水貂酪氨酸酶(TYR)基因克隆、SNPs筛查及其皮肤组织mRNA差异表达分析

旨在克隆和分析水貂酪氨酸酶（tyrosinase，TYR）基因编码区，揭示该基因编码区SNPs及其皮肤组织mRNA差异表达规律与水貂毛色表型的关系。本研究采集7月龄雄性金州黑水貂、名威银蓝水貂和红眼白水貂共计301个样本的血液，利用聚合酶链式反应（PCR）方法对水貂TYR基因5个外显子进行分段克隆，并拼接获得其完整编码区序列（coding sequence，CDS）；采用PCR产物直接测序技术筛查3种毛色水貂外显子1、4和5中的SNPs；采集9只7月龄雄性水貂（黑、灰与白色被毛各3只）背中部皮肤组织，通过实时荧光定量PCR（quantitative real-time PCR，qRT-PCR）技术检测TYR基因mRNA在3种毛色水貂皮肤组织中的表达水平。结果表明，克隆的水貂TYR基因序列长2 391 bp，由5个外显子组成，编码区长1 596 bp，编码的531个氨基酸中包括信号肽（18个氨基酸）和成熟肽（513个氨基酸），该序列已上传GenBank（KJ716783）。SNPs筛查发现，3种毛色水貂TYR基因外显子4和5不存在突变位点，外显子1发现2处变异：c.441G>A和c.138T>A，c.441G>A为同义突变且仅存在于金州黑水貂群体。qRT-PCR分析显示，TYR基因mRNA在3种毛色水貂皮肤组织中均表达，且在金州黑水貂中的表达极显著高于银蓝水貂和红眼白水貂（P<0.01），在银蓝水貂中的表达显著高于红眼白水貂（P<0.05）。研究结果提示，TYR基因c.138T>A位点及其皮肤组织mRNA差异表达水平与水貂毛色显著关联。
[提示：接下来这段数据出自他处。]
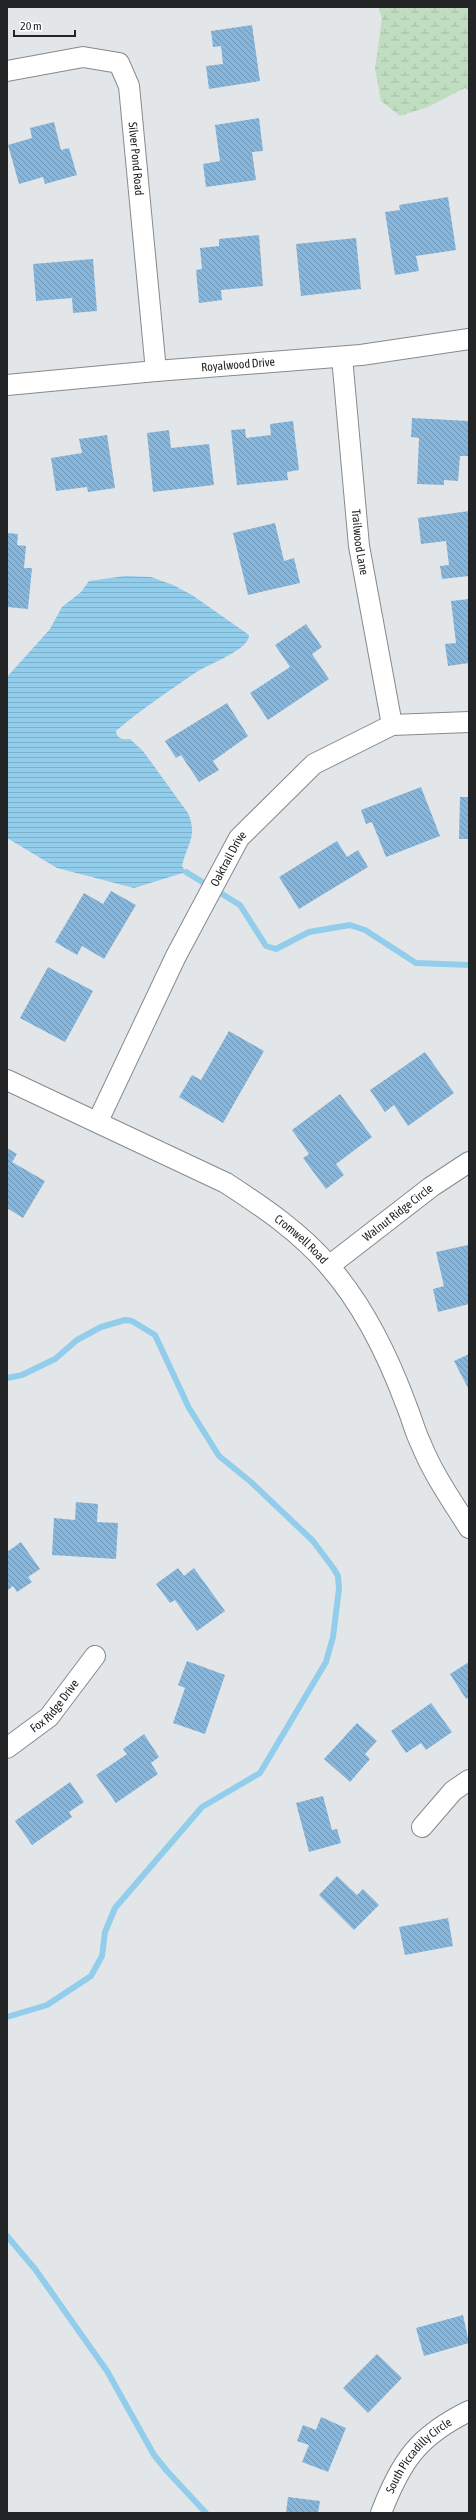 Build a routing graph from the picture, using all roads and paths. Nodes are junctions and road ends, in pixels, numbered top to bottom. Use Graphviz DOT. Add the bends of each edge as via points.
graph roads {
  1 [pos="7,71"];
  2 [pos="469,339"];
  3 [pos="342,357"];
  4 [pos="156,371"];
  5 [pos="7,385"];
  6 [pos="469,722"];
  7 [pos="392,725"];
  8 [pos="7,1080"];
  9 [pos="98,1121"];
  10 [pos="469,1162"];
  11 [pos="329,1266"];
  12 [pos="469,1528"];
  13 [pos="95,1656"];
  14 [pos="7,1748"];
  15 [pos="469,1780"];
  16 [pos="422,1827"];
  17 [pos="469,2411"];
  18 [pos="381,2513"];
  1 -- 4 [label="street, Silver Pond Road" via="82,57 119,63 129,86"];
  2 -- 3 [label="street, Royalwood Drive"];
  3 -- 4 [label="street, Royalwood Drive"];
  3 -- 7 [label="street, Trailwood Lane" via="359,546"];
  4 -- 5 [label="street, Royalwood Drive"];
  6 -- 7 [label="street, Oaktrail Drive"];
  7 -- 9 [label="street, Oaktrail Drive" via="314,764 238,838 176,956"];
  8 -- 9 [label="street, Cromwell Road"];
  9 -- 11 [label="street, Cromwell Road" via="226,1183 259,1204 292,1230"];
  10 -- 11 [label="street, Walnut Ridge Circle" via="431,1187"];
  11 -- 12 [label="street, Cromwell Road" via="357,1304 382,1348 436,1476"];
  13 -- 14 [label="street, Fox Ridge Drive" via="50,1717"];
  15 -- 16 [label="street" via="453,1791"];
  17 -- 18 [label="street, South Piccadilly Circle" via="447,2421 417,2444 394,2479"];
}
Cloning,SNPs Screening and mRNA Differential Expression Analysis of TYR Gene in Skin of Mink(Neovison vison)

The aim of this study was to clone and analyze the complete coding region sequence of TYR gene, further reveal the relationship between SNPs and its mRNA differential expression level in skin and coat color phenotype in mink (Neovison vison). A total of 301 blood samples of 7-month-old male minks (Jinzhou black, Mingwei silverblue and Red eye white) were collected, and the polymerase chain reaction (PCR) method was used to clone 5 exons of the mink TYR gene in sections and the complete coding sequence (CDS) was spliced. The PCR products were directly sequenced to screen SNPs in exon 1, 4 and 5 of TYR gene in minks with three kinds of coat color phenotypes. The back skin tissues of 9 7-month-old male minks (3 black, gray and white coats each) were collected, and quantitative real-time PCR (qRT-PCR) technology was used to detect TYR mRNA expression levels in skin of minks with 3 coat colors. The results showed that the mink TYR gene sequence was 2 391 bp in length, containing 5 complete exons, the full-length coding region was 1 596 bp, which encoded 531 amino acids containing signal peptide(18 amino acids) and mature peptide(513 amino acids). The sequence had been submitted GenBank database and its accession number was KJ716783. SNPs analysis showed that there was no mutation site in exon 4 and 5 of TYR gene, and two mutations were found in exon 1, c.441G>A and c.138T>A. However, c.441G>A was synonymous mutation and existed only in Jinzhou black mink population. The qRT-PCR results showed that TYR mRNA was expressed in the skin of all the three kinds of coat color types of minks, and its expression level in the Jinzhou black mink was extremely significantly higher than that in Mingwei silverblue and Red eye white mink (P<0.01). The TYR mRNA expression level in Mingwei silverblue mink was significantly higher than that in Red eye white mink (P<0.05). The results of present study indicated that the c.138T>A locus and mRNA expression levels of TYR gene might be associated with the coat color phenotype of mink.